Which lines below contain "Cherokee"? Copy every one of them.

Stored items
•••

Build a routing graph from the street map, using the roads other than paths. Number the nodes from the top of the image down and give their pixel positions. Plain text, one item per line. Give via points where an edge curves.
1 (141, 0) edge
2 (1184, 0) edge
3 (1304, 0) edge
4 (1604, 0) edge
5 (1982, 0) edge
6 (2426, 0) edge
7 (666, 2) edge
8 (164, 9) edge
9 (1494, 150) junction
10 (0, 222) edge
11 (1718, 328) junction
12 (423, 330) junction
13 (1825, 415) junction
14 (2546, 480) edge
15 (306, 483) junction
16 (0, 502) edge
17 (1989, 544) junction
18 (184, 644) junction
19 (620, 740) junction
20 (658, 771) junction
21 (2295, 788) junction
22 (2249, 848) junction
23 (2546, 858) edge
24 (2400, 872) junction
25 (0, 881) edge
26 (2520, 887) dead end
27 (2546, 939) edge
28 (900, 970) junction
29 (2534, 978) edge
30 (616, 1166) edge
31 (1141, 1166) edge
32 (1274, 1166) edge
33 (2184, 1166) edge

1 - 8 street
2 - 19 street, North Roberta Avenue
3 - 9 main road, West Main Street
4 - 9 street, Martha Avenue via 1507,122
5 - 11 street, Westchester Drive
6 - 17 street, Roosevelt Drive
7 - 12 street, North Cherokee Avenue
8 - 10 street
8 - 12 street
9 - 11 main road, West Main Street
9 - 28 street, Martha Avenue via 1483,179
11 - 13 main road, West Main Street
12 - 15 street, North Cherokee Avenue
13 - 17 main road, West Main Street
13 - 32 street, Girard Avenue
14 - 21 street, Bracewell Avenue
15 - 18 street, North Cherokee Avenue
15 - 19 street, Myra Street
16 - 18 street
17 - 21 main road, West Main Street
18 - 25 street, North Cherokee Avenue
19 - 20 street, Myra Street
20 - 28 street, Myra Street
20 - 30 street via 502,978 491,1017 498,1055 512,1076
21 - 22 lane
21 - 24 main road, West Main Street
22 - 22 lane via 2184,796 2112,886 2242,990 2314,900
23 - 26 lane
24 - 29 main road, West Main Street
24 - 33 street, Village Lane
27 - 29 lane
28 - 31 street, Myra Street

•••

> Answer section:
7 - 12 street, North Cherokee Avenue
12 - 15 street, North Cherokee Avenue
15 - 18 street, North Cherokee Avenue
18 - 25 street, North Cherokee Avenue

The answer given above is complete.